Página principal Polonia: un pais de bellos paisajes... Polonia: una naturaleza limpia Un mundo de cenagales salvajes

Un mundo de cenagales salvajes

A vista de pájaro, el Biebrza se nos presenta como una maraña de cauces, meandros y antiguos cauces de ríos, y de juncales, carrizales y prados parcelados. Los terrenos anegados, abarcan sólo parte de su valle. El resto está ocupado por enormes cenagales. Parte de ellos son llanuras cubiertas de lastones (carex paniculata), musgos, matorrales y árboles enanos, que recuerdan la tundra. En estas llanuras crecen por doquier bosques pantanosos de árboles de hoja caduca, formados por alisos, abedules y fresnos. En la parte central del valle del Biebrza, en la reserva de „El Pantano Rojo”, crecen bosques de árboles enanos, compuestos de pinos. Entre los marjales se hallan elevaciones arenosas formando una larga cadena, los llamados trenes dunares.

Los cenagales son el refugio del alce, que sobrevivió únicamente aquí durante el periodo de la Segunda Guerra Mundial, y el río, sus afluentes y sus canales salvajes constituyen el baluarte del castor.
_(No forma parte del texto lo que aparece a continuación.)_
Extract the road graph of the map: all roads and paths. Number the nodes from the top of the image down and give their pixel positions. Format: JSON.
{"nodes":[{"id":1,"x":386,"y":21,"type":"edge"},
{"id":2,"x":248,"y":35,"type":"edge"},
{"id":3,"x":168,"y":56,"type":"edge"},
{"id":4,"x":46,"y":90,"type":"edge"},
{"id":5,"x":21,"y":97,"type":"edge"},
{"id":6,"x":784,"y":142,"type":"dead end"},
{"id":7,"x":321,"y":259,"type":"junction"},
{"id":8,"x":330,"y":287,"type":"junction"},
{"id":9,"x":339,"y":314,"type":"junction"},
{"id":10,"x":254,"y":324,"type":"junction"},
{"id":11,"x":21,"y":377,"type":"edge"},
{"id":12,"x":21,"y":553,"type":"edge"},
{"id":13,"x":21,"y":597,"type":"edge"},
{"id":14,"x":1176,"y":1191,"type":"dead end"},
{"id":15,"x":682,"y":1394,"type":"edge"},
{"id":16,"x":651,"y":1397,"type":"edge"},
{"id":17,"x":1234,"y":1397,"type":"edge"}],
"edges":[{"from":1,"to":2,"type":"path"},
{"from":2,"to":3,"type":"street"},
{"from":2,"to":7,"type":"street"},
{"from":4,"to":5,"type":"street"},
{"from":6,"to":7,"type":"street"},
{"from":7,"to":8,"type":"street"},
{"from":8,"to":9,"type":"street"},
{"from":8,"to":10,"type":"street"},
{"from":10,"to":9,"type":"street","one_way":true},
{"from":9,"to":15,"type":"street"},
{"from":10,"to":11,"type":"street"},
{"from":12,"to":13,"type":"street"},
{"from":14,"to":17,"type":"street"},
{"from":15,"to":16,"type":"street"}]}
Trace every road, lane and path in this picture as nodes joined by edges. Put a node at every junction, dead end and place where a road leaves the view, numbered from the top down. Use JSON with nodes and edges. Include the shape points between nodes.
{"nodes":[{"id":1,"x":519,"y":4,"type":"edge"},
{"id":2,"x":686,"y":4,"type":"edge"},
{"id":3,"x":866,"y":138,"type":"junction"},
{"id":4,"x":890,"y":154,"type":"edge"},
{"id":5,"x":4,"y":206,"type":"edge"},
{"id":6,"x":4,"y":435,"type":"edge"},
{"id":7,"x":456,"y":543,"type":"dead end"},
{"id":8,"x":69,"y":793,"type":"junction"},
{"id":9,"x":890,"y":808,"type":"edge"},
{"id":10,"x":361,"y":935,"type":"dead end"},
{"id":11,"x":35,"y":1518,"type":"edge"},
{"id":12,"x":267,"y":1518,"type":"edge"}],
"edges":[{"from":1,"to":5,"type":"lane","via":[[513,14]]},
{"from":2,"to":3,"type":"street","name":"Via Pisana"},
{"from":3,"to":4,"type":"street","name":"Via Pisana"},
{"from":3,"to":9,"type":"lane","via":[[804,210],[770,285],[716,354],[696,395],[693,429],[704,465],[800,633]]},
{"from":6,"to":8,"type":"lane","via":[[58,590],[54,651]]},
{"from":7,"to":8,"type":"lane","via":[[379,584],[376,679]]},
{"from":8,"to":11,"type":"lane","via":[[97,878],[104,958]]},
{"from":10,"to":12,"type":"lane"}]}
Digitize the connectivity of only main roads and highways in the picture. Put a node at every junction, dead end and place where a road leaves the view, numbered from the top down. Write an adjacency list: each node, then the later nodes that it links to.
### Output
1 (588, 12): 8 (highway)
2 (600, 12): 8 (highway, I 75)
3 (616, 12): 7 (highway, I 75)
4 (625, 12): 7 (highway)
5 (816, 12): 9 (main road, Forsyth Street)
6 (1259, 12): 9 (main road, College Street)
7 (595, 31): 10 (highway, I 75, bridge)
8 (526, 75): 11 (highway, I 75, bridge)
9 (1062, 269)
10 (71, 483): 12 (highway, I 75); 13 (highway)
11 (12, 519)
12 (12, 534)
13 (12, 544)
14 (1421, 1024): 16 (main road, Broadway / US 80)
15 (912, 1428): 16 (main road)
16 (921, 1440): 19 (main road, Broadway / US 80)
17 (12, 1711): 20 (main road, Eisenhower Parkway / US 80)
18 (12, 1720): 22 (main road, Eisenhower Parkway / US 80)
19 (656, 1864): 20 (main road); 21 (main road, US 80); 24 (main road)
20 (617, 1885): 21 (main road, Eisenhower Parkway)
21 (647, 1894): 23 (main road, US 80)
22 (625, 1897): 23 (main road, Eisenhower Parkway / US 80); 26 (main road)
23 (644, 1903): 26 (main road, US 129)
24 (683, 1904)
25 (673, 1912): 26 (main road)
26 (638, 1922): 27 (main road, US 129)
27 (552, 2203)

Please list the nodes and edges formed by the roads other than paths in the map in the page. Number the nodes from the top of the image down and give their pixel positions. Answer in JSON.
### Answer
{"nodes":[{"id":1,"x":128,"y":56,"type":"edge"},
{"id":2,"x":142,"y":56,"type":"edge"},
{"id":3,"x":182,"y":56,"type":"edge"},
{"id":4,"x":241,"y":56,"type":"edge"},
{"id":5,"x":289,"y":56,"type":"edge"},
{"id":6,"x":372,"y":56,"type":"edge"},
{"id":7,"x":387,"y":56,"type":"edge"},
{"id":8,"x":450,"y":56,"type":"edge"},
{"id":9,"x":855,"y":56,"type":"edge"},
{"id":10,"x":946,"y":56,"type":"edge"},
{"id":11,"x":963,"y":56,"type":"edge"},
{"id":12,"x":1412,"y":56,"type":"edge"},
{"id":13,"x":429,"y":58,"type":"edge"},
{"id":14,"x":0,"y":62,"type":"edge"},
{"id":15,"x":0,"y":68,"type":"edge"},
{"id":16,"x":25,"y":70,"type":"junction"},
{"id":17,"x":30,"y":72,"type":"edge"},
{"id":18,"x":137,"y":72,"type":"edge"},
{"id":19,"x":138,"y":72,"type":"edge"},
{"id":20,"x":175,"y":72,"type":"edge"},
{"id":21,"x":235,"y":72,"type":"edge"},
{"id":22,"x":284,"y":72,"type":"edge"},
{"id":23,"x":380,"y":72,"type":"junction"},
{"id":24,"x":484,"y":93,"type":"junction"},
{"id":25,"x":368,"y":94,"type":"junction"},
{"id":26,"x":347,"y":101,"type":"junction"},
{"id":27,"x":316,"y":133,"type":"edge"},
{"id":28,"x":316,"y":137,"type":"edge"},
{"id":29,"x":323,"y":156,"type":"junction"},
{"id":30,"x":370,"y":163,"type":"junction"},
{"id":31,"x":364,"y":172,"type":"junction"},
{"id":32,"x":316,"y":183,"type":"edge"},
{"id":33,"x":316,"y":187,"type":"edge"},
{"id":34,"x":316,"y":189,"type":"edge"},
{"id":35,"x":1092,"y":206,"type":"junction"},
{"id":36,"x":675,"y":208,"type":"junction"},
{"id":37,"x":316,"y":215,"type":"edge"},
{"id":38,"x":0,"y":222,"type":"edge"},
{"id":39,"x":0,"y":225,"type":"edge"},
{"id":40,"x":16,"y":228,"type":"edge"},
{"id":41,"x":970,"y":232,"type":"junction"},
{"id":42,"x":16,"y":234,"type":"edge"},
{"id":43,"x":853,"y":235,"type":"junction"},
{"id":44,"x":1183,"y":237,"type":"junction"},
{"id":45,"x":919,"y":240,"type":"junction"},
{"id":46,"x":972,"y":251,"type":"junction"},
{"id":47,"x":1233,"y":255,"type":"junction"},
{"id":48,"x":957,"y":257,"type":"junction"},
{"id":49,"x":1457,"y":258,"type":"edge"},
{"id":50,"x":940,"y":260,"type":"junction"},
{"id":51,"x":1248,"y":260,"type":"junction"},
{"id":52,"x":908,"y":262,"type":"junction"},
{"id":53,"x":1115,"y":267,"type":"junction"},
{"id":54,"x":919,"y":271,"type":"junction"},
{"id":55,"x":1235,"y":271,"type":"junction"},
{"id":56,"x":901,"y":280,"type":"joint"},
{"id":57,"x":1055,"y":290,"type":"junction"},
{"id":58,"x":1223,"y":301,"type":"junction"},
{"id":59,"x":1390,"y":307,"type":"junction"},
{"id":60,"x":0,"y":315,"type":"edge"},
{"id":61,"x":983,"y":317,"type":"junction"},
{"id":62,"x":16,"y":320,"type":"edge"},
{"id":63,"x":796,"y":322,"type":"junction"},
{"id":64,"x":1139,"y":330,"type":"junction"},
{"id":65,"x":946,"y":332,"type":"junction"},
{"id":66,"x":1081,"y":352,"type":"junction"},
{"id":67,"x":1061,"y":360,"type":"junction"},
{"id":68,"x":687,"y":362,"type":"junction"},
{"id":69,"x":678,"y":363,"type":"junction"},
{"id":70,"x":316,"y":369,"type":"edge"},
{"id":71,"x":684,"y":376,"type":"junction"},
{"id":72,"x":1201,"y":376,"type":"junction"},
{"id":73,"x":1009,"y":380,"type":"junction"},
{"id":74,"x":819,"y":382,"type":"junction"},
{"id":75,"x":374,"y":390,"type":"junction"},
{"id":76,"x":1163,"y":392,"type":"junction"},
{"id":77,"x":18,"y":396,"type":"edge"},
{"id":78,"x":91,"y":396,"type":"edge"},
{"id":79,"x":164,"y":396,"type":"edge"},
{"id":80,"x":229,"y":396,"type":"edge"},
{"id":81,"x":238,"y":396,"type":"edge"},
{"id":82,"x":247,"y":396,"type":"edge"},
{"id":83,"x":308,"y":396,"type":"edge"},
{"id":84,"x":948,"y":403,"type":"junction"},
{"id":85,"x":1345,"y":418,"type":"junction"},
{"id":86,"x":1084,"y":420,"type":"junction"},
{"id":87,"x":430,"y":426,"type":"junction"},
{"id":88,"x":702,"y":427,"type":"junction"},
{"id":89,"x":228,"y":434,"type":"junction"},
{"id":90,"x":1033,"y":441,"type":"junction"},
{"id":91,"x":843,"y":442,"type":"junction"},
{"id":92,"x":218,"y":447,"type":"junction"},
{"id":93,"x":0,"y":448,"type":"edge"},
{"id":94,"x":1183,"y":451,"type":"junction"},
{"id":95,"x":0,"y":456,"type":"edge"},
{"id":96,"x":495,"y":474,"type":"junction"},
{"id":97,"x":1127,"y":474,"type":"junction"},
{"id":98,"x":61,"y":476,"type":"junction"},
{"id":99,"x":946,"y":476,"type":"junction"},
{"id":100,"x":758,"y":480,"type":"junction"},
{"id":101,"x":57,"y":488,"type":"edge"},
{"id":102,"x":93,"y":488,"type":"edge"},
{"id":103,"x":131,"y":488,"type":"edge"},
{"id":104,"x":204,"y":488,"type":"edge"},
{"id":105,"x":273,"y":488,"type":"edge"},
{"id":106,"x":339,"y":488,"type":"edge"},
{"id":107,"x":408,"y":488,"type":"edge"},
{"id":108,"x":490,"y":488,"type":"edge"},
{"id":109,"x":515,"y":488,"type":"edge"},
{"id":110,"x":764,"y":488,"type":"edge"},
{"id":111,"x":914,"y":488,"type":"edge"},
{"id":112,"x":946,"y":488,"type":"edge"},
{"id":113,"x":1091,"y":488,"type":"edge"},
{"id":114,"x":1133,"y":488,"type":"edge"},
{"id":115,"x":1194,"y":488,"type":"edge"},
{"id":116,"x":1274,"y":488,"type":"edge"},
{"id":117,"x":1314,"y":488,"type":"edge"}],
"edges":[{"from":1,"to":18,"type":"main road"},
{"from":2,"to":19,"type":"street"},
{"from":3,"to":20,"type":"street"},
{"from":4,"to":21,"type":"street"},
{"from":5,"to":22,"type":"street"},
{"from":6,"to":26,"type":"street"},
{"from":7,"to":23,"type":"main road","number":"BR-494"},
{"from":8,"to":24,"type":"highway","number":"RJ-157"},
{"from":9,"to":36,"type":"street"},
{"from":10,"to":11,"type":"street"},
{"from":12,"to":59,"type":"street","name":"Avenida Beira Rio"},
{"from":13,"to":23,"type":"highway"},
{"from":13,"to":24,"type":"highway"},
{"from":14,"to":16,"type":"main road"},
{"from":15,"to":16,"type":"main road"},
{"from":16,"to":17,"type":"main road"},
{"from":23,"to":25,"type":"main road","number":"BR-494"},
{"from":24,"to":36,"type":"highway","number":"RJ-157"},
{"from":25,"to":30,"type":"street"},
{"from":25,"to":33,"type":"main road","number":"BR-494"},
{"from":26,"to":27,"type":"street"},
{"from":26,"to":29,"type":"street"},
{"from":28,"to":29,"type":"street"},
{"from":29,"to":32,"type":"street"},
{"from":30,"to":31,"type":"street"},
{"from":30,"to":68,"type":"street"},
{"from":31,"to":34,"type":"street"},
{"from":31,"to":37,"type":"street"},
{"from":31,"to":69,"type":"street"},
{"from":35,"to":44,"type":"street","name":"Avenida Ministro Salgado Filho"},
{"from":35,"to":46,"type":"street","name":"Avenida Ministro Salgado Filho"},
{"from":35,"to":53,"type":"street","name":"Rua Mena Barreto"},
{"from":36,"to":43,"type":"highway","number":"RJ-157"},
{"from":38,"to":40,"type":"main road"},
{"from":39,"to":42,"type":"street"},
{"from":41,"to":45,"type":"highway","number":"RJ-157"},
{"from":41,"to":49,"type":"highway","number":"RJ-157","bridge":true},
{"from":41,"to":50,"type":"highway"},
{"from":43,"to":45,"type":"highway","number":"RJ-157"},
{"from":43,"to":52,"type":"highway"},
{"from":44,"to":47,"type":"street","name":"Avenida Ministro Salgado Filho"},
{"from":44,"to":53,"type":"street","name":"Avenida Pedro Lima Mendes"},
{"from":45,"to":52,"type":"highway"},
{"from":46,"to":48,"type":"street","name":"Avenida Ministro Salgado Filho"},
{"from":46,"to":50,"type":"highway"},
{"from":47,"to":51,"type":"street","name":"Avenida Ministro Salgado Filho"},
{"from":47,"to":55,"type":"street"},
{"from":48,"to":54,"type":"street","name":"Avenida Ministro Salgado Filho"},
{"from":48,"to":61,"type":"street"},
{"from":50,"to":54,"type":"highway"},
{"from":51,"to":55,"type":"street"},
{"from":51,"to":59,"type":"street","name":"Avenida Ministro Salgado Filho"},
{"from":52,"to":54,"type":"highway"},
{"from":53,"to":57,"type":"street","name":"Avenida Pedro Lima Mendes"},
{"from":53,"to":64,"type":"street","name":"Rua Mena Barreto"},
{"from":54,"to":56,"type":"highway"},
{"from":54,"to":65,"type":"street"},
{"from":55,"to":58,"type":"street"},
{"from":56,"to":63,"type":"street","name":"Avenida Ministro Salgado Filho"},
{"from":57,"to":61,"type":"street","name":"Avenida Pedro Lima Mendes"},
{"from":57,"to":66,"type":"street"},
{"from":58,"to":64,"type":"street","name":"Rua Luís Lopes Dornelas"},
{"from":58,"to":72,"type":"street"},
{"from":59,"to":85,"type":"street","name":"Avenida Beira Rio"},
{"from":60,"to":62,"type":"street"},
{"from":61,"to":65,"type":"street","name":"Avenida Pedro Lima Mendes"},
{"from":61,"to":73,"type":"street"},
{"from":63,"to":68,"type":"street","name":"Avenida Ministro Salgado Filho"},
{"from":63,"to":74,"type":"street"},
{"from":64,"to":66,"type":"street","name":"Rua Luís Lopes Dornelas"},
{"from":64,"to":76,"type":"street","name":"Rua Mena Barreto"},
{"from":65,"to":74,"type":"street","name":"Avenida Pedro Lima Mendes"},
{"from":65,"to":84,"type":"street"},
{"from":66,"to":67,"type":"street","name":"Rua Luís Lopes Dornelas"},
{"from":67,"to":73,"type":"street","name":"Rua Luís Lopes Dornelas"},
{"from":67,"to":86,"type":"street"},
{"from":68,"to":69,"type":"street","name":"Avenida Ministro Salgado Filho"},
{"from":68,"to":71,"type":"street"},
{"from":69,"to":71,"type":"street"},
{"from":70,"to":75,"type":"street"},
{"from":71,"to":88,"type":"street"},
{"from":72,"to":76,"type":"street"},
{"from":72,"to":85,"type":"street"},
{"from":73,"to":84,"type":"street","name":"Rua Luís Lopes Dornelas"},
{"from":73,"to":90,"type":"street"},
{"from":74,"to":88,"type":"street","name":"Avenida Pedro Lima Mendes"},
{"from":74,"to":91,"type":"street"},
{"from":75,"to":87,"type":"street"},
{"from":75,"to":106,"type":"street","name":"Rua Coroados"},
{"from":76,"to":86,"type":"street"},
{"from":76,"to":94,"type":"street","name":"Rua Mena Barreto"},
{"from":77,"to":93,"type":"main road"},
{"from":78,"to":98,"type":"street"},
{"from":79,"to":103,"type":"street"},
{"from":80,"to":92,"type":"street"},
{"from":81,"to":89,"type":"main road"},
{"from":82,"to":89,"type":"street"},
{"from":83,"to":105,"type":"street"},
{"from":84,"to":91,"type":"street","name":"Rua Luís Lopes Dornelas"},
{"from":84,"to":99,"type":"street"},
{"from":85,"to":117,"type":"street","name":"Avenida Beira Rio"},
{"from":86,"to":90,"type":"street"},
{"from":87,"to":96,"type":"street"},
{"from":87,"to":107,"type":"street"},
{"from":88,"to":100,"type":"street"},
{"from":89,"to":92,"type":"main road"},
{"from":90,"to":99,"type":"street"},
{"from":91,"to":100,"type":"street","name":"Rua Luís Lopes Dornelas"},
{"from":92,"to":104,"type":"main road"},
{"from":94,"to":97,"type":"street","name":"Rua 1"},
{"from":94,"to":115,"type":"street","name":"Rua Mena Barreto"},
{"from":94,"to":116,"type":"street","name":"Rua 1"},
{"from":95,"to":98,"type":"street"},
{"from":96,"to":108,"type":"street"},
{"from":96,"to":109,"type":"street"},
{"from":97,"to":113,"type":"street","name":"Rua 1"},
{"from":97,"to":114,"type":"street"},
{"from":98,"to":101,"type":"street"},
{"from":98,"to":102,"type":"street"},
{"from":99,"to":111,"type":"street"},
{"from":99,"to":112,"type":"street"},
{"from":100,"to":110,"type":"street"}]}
Estas dos especies, tras sufrir un casi completo exterminio por parte del hombre, se han podido recuperar precisamente aquí, a orillas del Biebrza. El valle de este río es uno de los espacios protegidos más valiosos de Europa como cobijo de aves acuáticas y de aves cuyo hábitat son los marjales (250 especies), constituyendo uno de los refugios más importantes de Europa central. Entre las especies más características que nidifican aquí están: el combatiente, la agachadiza real, el archibebe común, el zarapito, la grulla y una de las especie de carricero, el acrocephalus paludicola. Les acompañan, entre otras, algunas aves propias de cenagales y marjales, desgraciadamente en peligro de extinción, como la agachadiza común, la aguja colinegra, el aguilucho cenizo, el aguilucho pálido y la lechuza campestre. Los paisajes del Biebrza cautivan en cualquier época del año. En primavera las lagunas de aguas someras florecen cubriéndose con las flores amarillas de la hierba centella, y en verano, las praderas silvestres se adornan con las agrupaciones de lirios, salicarias (o arroyuelas) y ulmarias despidiendo en su entorno un delicado aroma. El valle del Biebrza está protegido dentro de los límites del Parque Nacional del Biebrza, acogido al Convenio Internacional Ramsar para la protección de las zonas húmedas.